Renewing a city - the British model

Clydebank is a run-down suburban Scottish town across the River Clyde from Glasgow, Scotland's largest city. The factories of Clydebank, which once ran three shifts a day to produce sewing machines and ocean liners, are silent.

Now Britain's pilot program making Clydebank an urban enterprise zone aims to set the town back on the road to industrial and commerical success. The Clydebank enterprise zone, one of 11 in Britain, has caught the watchful eye of US political leaders. President Reagan has embraced a similar program for American cities.

The zone's 590 acres (490 in Clydebank and 100 in adjoining Glasgow) of decaying, deserted industrial property has been taken over by the Scottish Development Agency.

Stuart Gulliver, general manager of the Clydebank Enterprise Zone, says the area already has been favorably affected.

''We already have 74 companies set up in Clydebank, most of them small, within the past 15 months, and they have a potential of 864 new jobs,'' he says.

These quick changes were possible, he says, because the agency began planning a year before Clydebank officially became an enterprise zone on Aug. 3, 1981.

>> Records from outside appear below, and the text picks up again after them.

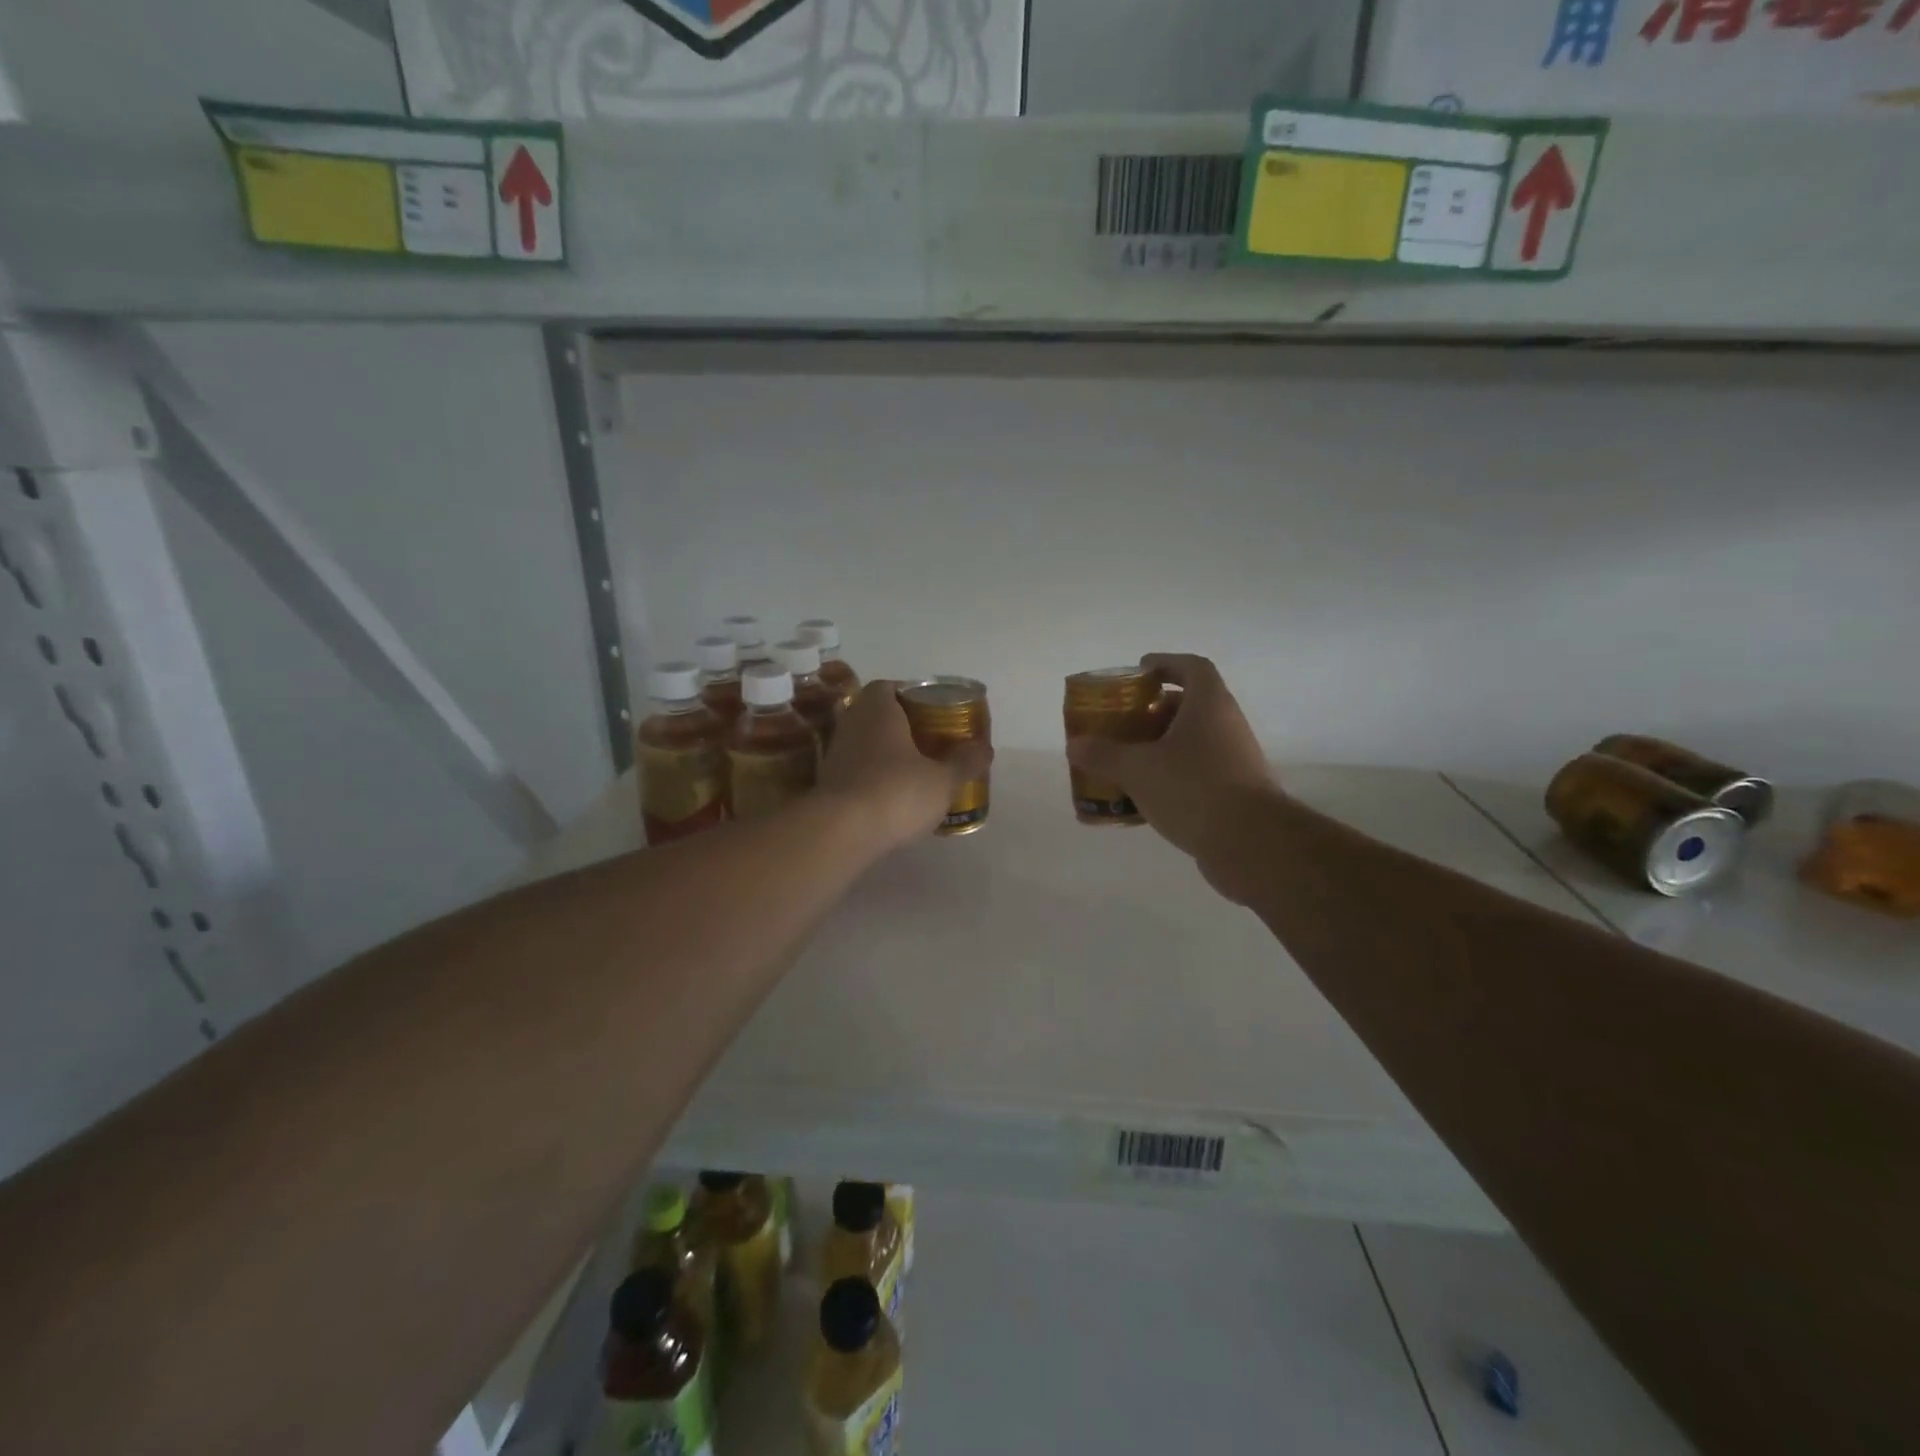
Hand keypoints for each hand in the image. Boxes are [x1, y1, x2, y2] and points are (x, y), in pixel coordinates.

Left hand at [819, 681, 993, 851]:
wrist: (841, 833)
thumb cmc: (896, 793)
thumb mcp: (943, 780)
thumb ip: (965, 762)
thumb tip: (985, 749)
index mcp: (878, 709)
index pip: (889, 687)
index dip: (911, 696)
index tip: (932, 712)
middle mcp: (851, 723)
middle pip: (877, 715)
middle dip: (902, 726)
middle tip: (931, 741)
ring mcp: (835, 754)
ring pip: (866, 744)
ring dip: (887, 753)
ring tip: (917, 771)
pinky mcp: (828, 784)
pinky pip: (857, 771)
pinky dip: (874, 777)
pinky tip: (894, 797)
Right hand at [1066, 654, 1282, 884]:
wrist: (1251, 844)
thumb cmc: (1193, 789)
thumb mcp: (1137, 769)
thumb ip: (1103, 755)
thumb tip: (1074, 745)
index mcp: (1209, 705)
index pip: (1192, 667)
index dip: (1166, 663)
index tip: (1140, 671)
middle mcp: (1227, 725)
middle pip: (1190, 705)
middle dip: (1155, 710)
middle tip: (1124, 721)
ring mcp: (1235, 759)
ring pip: (1193, 741)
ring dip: (1162, 745)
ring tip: (1127, 759)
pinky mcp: (1235, 791)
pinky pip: (1198, 772)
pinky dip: (1171, 775)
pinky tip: (1144, 796)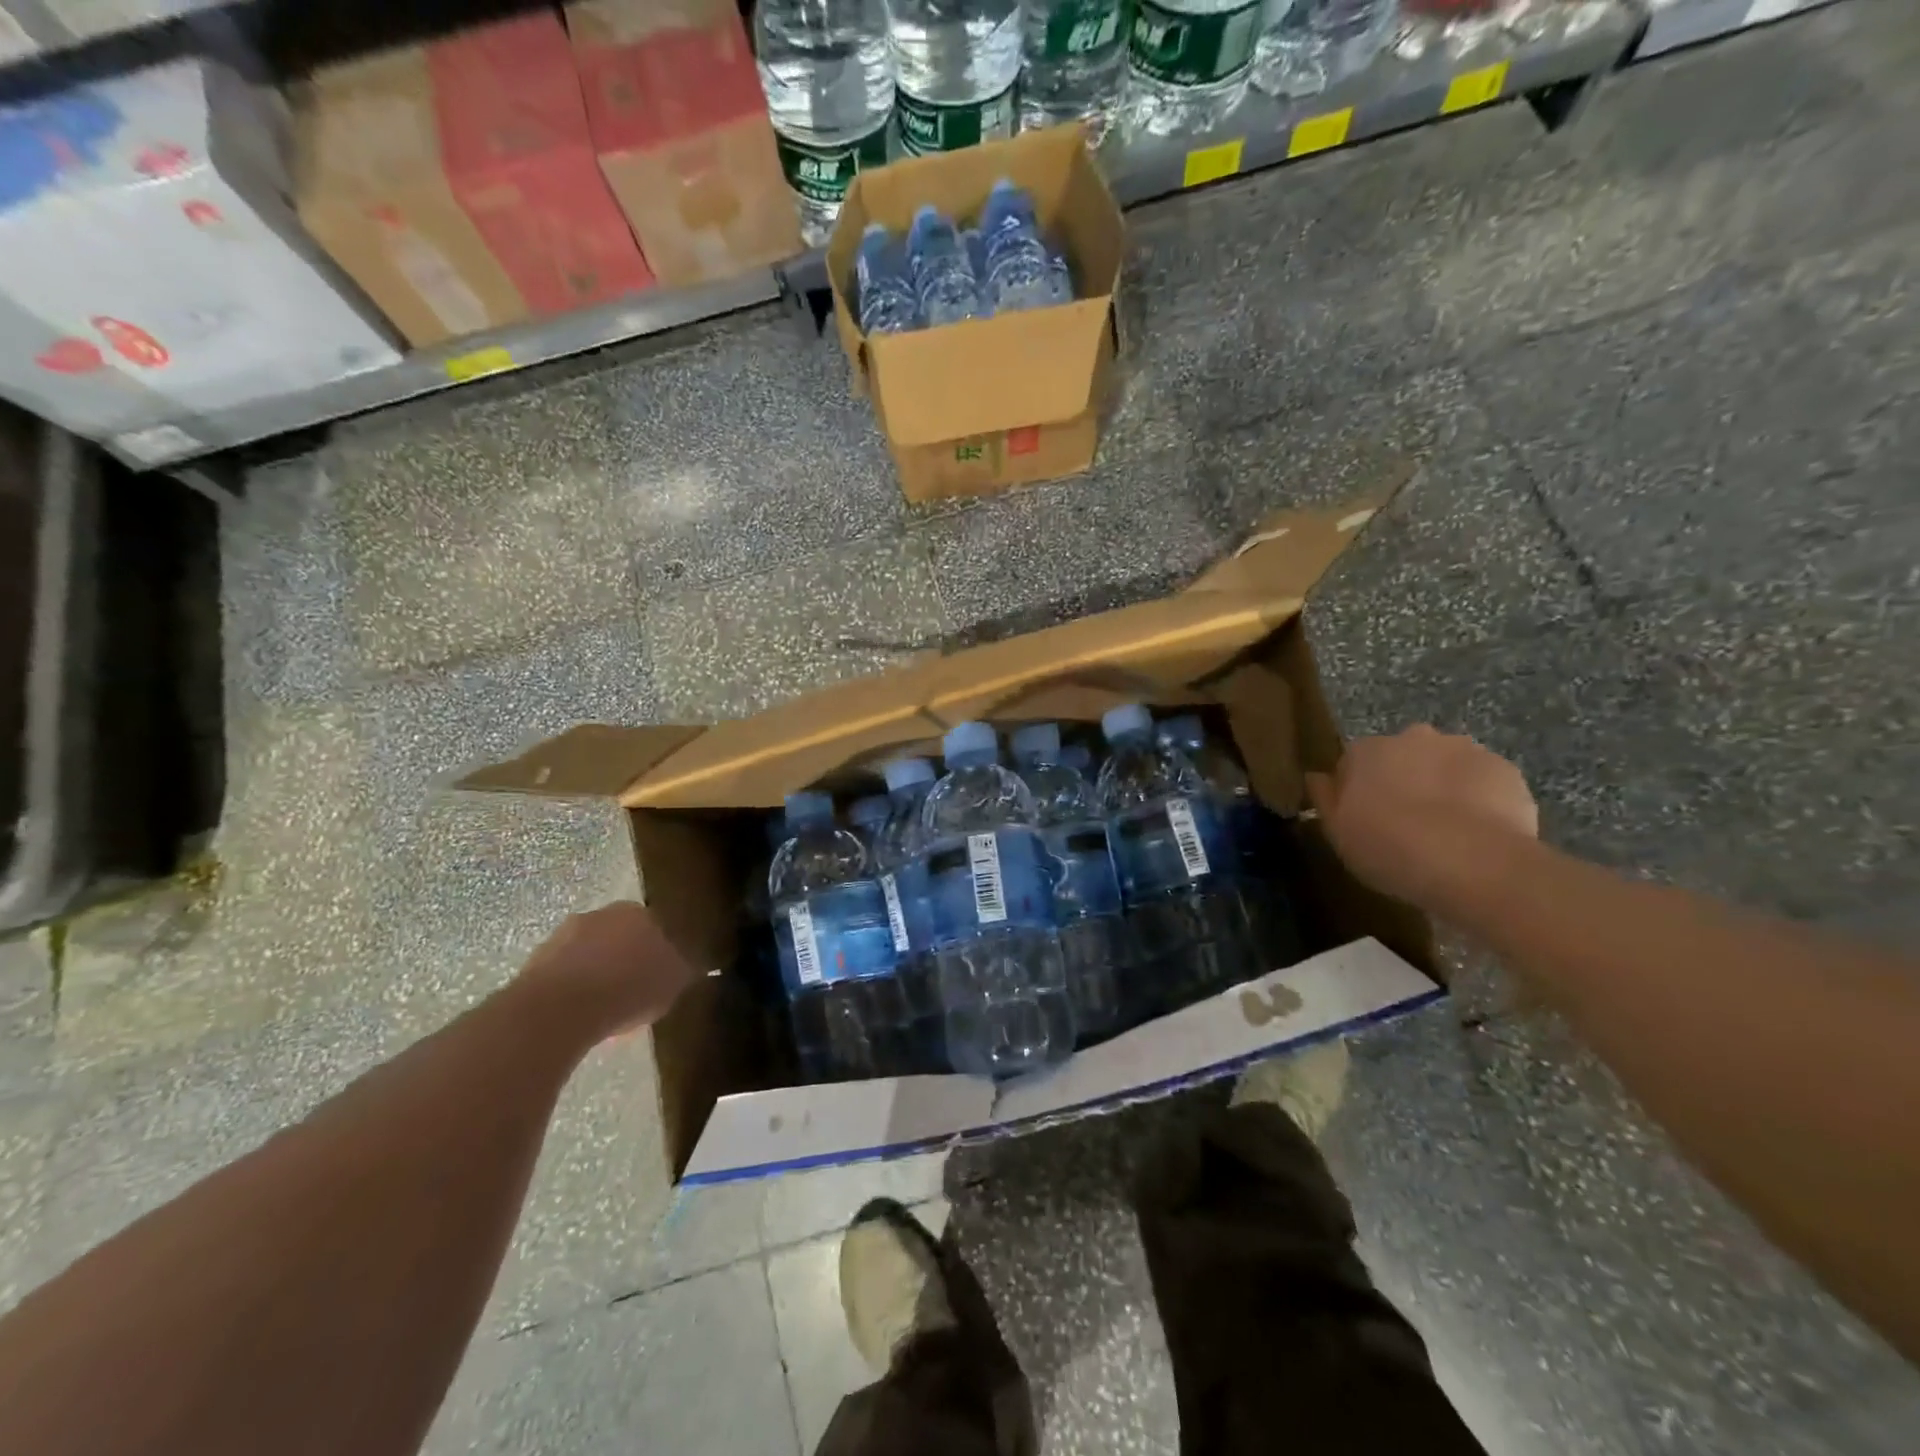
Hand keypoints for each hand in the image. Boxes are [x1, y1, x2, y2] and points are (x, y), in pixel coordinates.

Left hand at [515, 902, 695, 1037]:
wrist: (561, 1007)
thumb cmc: (629, 988)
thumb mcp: (674, 981)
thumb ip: (682, 969)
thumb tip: (686, 966)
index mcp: (639, 912)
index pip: (657, 926)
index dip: (661, 952)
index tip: (661, 976)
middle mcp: (601, 914)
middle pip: (620, 937)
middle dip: (626, 960)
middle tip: (634, 992)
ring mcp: (564, 935)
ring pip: (590, 954)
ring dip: (598, 974)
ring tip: (606, 1009)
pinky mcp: (536, 961)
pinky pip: (566, 975)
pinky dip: (574, 990)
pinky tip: (581, 1015)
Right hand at [1305, 725, 1537, 912]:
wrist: (1474, 864)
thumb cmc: (1389, 847)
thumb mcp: (1338, 832)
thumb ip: (1325, 799)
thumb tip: (1317, 777)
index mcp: (1366, 750)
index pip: (1353, 762)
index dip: (1357, 790)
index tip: (1363, 818)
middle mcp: (1413, 738)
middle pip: (1403, 757)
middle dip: (1403, 780)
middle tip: (1406, 824)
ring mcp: (1464, 749)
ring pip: (1445, 766)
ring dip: (1442, 788)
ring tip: (1446, 832)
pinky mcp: (1506, 770)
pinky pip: (1483, 782)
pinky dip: (1479, 800)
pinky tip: (1477, 834)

In the years after World War II, Clydebank boasted a vast 86-acre Singer Sewing Machine Company plant bustling with 18,000 workers and the John Brown shipyards that built giant ocean liners - including the three Queens: Mary, Elizabeth, and Elizabeth II. Today John Brown hires only 1,600. Singer is gone, closing its gates in 1979, and more than 20 percent of Clydebank's work force is unemployed.

Gulliver says the zone will raise this town of 54,000 out of the ashes by:

* Diversifying the economy. ''Singer did it all. When Singer closed, so did Clydebank.''

* Developing small businesses. ''Major enterprises take time. We are making early progress with small firms because they can set up much more quickly than large enterprises.''

* Offering incentives to investors. Clydebank lures developers with grants for setting up, including 22 percent of machinery costs, exemption of rates (city taxes except for water), selective financial assistance, and ''soft'' loans.